**Exercise prompt**. What you write must match the records exactly, except for the images, which are left out.

**Data shown**.
—————

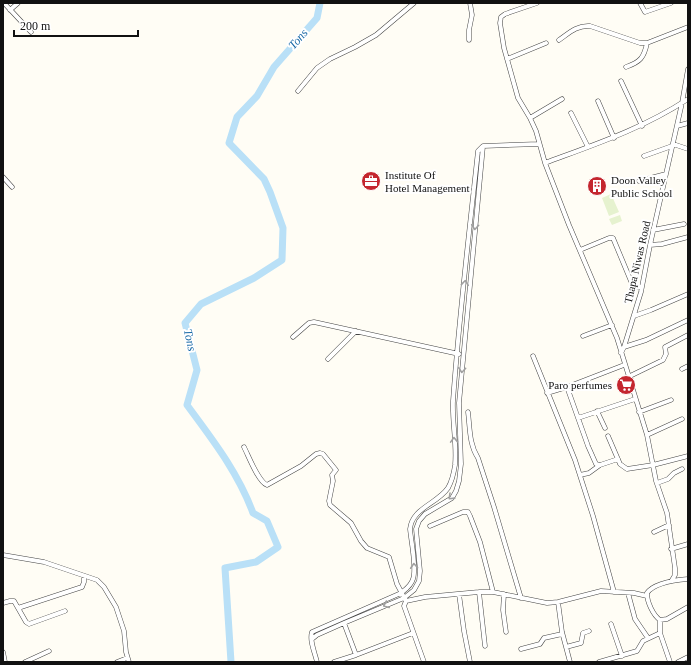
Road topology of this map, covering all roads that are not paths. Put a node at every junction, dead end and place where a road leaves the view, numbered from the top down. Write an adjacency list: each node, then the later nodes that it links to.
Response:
1 (4, 3): 8 (street)
2 (18, 3): 8 (street)
3 (414, 3): 19 (street)
4 (470, 3): 11 (street)
5 (538, 3): 15 (street)
6 (640, 3): 7 (street)
7 (671, 3)
8 (10, 10): 10 (street)
9 (688, 27): 14 (street)
10 (31, 32)
11 (469, 40)
12 (559, 40): 14 (street)
13 (546, 43): 15 (street)
14 (647, 43): 16 (street)
15 (507, 59): 25 (street)
16 (626, 67)
17 (688, 69): 23 (street, Thapa Niwas Road)
18 (621, 81): 27 (street)
19 (298, 91)
20 (562, 99): 25 (street)
21 (688, 99): 23 (street)
22 (598, 101): 29 (street)
23 (682, 103): 27 (street); 28 (street, Thapa Niwas Road)
24 (571, 113): 33 (street)
25 (530, 118): 30 (street)
26 (688, 123): 28 (street)
27 (642, 126): 29 (street)
28 (677, 126): 31 (street, Thapa Niwas Road)
29 (614, 138): 33 (street)
30 (539, 144): 32 (street); 36 (street)
31 (673, 145): 34 (street); 35 (street); 37 (street, Thapa Niwas Road)
32 (483, 146): 41 (street); 42 (street)
33 (588, 147): 36 (street)
34 (688, 149)
35 (644, 156)
36 (545, 162): 47 (street)
37 (666, 174): 39 (street); 44 (street, Thapa Niwas Road)
38 (3, 177): 40 (street)
39 (639, 181)
40 (12, 187)
41 (472, 204): 42 (street); 50 (street, one-way to 41)
42 (478, 205): 51 (street, one-way to 51)
43 (684, 224): 44 (street)
44 (653, 230): 46 (street, Thapa Niwas Road)
45 (688, 237): 46 (street)
46 (650, 245): 48 (street, Thapa Niwas Road)
47 (580, 250): 48 (street); 54 (street)
48 (642, 287): 52 (street, Thapa Niwas Road)
49 (688, 294): 52 (street)
50 (462, 306): 51 (street); 61 (street)
51 (468, 306): 62 (street)
52 (634, 316): 59 (street, Thapa Niwas Road)
53 (688, 320): 59 (street)
54 (612, 325): 57 (street); 60 (street)
55 (356, 331): 58 (street); 61 (street); 64 (street)
56 (688, 335): 68 (street)
57 (583, 336)
58 (293, 337)
59 (624, 347): 60 (street, Thapa Niwas Road)
60 (621, 353): 65 (street)
61 (458, 354): 62 (street); 101 (street, one-way to 61)
62 (463, 355): 107 (street, one-way to 107)
63 (533, 356): 70 (street)
64 (328, 358)
65 (624, 365): 68 (street); 69 (street)
66 (688, 366): 67 (street)
67 (682, 369)
68 (628, 377): 71 (street)
69 (567, 387): 70 (street); 76 (street)
70 (547, 393): 87 (street)
71 (635, 399): 73 (street); 75 (street)
72 (671, 400): 75 (street)
73 (597, 411): 76 (street); 78 (street)
74 (468, 412): 106 (street)
75 (640, 412): 79 (street)
76 (578, 418): 84 (street)
77 (682, 419): 79 (street)
78 (605, 428)
79 (647, 435): 85 (street)
80 (608, 436): 83 (street)
81 (244, 447): 101 (street)
82 (688, 456): 85 (street)
83 (618, 459): 84 (street); 85 (street)
84 (600, 465): 87 (street)
85 (653, 465): 88 (street)
86 (682, 469): 88 (street)
87 (580, 475): 100 (street)
88 (657, 483): 89 (street)
89 (669, 525): 91 (street); 93 (street)
90 (430, 526): 99 (street)
91 (654, 532)
92 (688, 544): 93 (street)
93 (671, 549): 97 (street)
94 (3, 555): 95 (street)
95 (84, 576): 111 (street); 131 (street)
96 (688, 579): 97 (street)
97 (672, 580): 105 (street)
98 (479, 592): 99 (street); 103 (street); 123 (street)
99 (493, 592): 104 (street)
100 (614, 592): 102 (street); 108 (street)
101 (401, 593): 107 (street); 122 (street)
102 (628, 593): 105 (street); 121 (street)
103 (459, 594): 107 (street); 138 (street)
104 (504, 594): 106 (street); 117 (street)
105 (647, 596): 113 (street)
106 (521, 598): 108 (street)
107 (405, 599): 114 (street, one-way to 114); 118 (street)
108 (558, 602): 119 (street)
109 (3, 603): 111 (street)
110 (688, 607): 113 (street)
111 (18, 608): 112 (street)
112 (65, 610)
113 (660, 620): 120 (street)
114 (344, 623): 122 (street); 128 (street)
115 (611, 624): 129 (street)
116 (589, 631): 124 (street)
117 (506, 632)
118 (414, 633): 128 (street); 137 (street)
119 (562, 634): 124 (street); 125 (street)
120 (660, 634): 121 (street); 141 (street)
121 (648, 638): 129 (street)
122 (312, 639): 135 (street)
123 (485, 646)
124 (566, 647): 139 (street)
125 (521, 649)
126 (49, 650): 133 (street)
127 (3, 652): 132 (street)
128 (356, 655): 136 (street)
129 (622, 656): 140 (street)
130 (688, 657): 142 (street)
131 (128, 660): 134 (street)
132 (5, 662)
133 (26, 662)
134 (118, 662)
135 (317, 662)
136 (334, 662)
137 (424, 662)
138 (470, 662)
139 (570, 662)
140 (600, 662)
141 (670, 662)
142 (678, 662)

—————

**Exercise answer**.
Road topology of this map, covering all roads that are not paths. Put a node at every junction, dead end and place where a road leaves the view, numbered from the top down. Write an adjacency list: each node, then the later nodes that it links to.
Response:
1 (4, 3): 8 (street)
2 (18, 3): 8 (street)
3 (414, 3): 19 (street)
4 (470, 3): 11 (street)
5 (538, 3): 15 (street)
6 (640, 3): 7 (street)
7 (671, 3)
8 (10, 10): 10 (street)
9 (688, 27): 14 (street)
10 (31, 32)
11 (469, 40)
12 (559, 40): 14 (street)
13 (546, 43): 15 (street)
14 (647, 43): 16 (street)
15 (507, 59): 25 (street)
16 (626, 67)
17 (688, 69): 23 (street, Thapa Niwas Road)
18 (621, 81): 27 (street)
19 (298, 91)
20 (562, 99): 25 (street)
21 (688, 99): 23 (street)
22 (598, 101): 29 (street)
23 (682, 103): 27 (street); 28 (street, Thapa Niwas Road)
24 (571, 113): 33 (street)
25 (530, 118): 30 (street)
26 (688, 123): 28 (street)
27 (642, 126): 29 (street)
28 (677, 126): 31 (street, Thapa Niwas Road)
29 (614, 138): 33 (street)
30 (539, 144): 32 (street); 36 (street)
31 (673, 145): 34 (street); 35 (street); 37 (street, Thapa Niwas Road)
32 (483, 146): 41 (street); 42 (street)
33 (588, 147): 36 (street)
34 (688, 149)
35 (644, 156)
36 (545, 162): 47 (street)
37 (666, 174): 39 (street); 44 (street, Thapa Niwas Road)
38 (3, 177): 40 (street)
39 (639, 181)
40 (12, 187)
41 (472, 204): 42 (street); 50 (street, one-way to 41)
42 (478, 205): 51 (street, one-way to 51)
43 (684, 224): 44 (street)
44 (653, 230): 46 (street, Thapa Niwas Road)
45 (688, 237): 46 (street)
46 (650, 245): 48 (street, Thapa Niwas Road)
47 (580, 250): 48 (street); 54 (street)
48 (642, 287): 52 (street, Thapa Niwas Road)
49 (688, 294): 52 (street)
50 (462, 306): 51 (street); 61 (street)
51 (468, 306): 62 (street)
52 (634, 316): 59 (street, Thapa Niwas Road)
53 (688, 320): 59 (street)
54 (612, 325): 57 (street); 60 (street)
55 (356, 331): 58 (street); 61 (street); 64 (street)
56 (688, 335): 68 (street)
57 (583, 336)
58 (293, 337)
59 (624, 347): 60 (street, Thapa Niwas Road)
60 (621, 353): 65 (street)
61 (458, 354): 62 (street); 101 (street, one-way to 61)
62 (463, 355): 107 (street, one-way to 107)
63 (533, 356): 70 (street)
64 (328, 358)
65 (624, 365): 68 (street); 69 (street)
66 (688, 366): 67 (street)
67 (682, 369)
68 (628, 377): 71 (street)
69 (567, 387): 70 (street); 76 (street)
70 (547, 393): 87 (street)
71 (635, 399): 73 (street); 75 (street)
72 (671, 400): 75 (street)
73 (597, 411): 76 (street); 78 (street)
74 (468, 412): 106 (street)
75 (640, 412): 79 (street)
76 (578, 418): 84 (street)
77 (682, 419): 79 (street)
78 (605, 428)
79 (647, 435): 85 (street)
80 (608, 436): 83 (street)
81 (244, 447): 101 (street)
82 (688, 456): 85 (street)
83 (618, 459): 84 (street); 85 (street)
84 (600, 465): 87 (street)
85 (653, 465): 88 (street)
86 (682, 469): 88 (street)
87 (580, 475): 100 (street)
88 (657, 483): 89 (street)
89 (669, 525): 91 (street); 93 (street)
90 (430, 526): 99 (street)
91 (654, 532)
92 (688, 544): 93 (street)
93 (671, 549): 97 (street)
94 (3, 555): 95 (street)
95 (84, 576): 111 (street); 131 (street)
96 (688, 579): 97 (street)
97 (672, 580): 105 (street)
98 (479, 592): 99 (street); 103 (street); 123 (street)
99 (493, 592): 104 (street)
100 (614, 592): 102 (street); 108 (street)
101 (401, 593): 107 (street); 122 (street)
102 (628, 593): 105 (street); 121 (street)
103 (459, 594): 107 (street); 138 (street)
104 (504, 594): 106 (street); 117 (street)
105 (647, 596): 113 (street)
106 (521, 598): 108 (street)
107 (405, 599): 114 (street, one-way to 114); 118 (street)
108 (558, 602): 119 (street)
109 (3, 603): 111 (street)
110 (688, 607): 113 (street)
111 (18, 608): 112 (street)
112 (65, 610)
113 (660, 620): 120 (street)
114 (344, 623): 122 (street); 128 (street)
115 (611, 624): 129 (street)
116 (589, 631): 124 (street)
117 (506, 632)
118 (414, 633): 128 (street); 137 (street)
119 (562, 634): 124 (street); 125 (street)
120 (660, 634): 121 (street); 141 (street)
121 (648, 638): 129 (street)
122 (312, 639): 135 (street)
123 (485, 646)
124 (566, 647): 139 (street)
125 (521, 649)
126 (49, 650): 133 (street)
127 (3, 652): 132 (street)
128 (356, 655): 136 (street)
129 (622, 656): 140 (street)
130 (688, 657): 142 (street)
131 (128, 660): 134 (street)
132 (5, 662)
133 (26, 662)
134 (118, 662)
135 (317, 662)
136 (334, 662)
137 (424, 662)
138 (470, 662)
139 (570, 662)
140 (600, 662)
141 (670, 662)
142 (678, 662)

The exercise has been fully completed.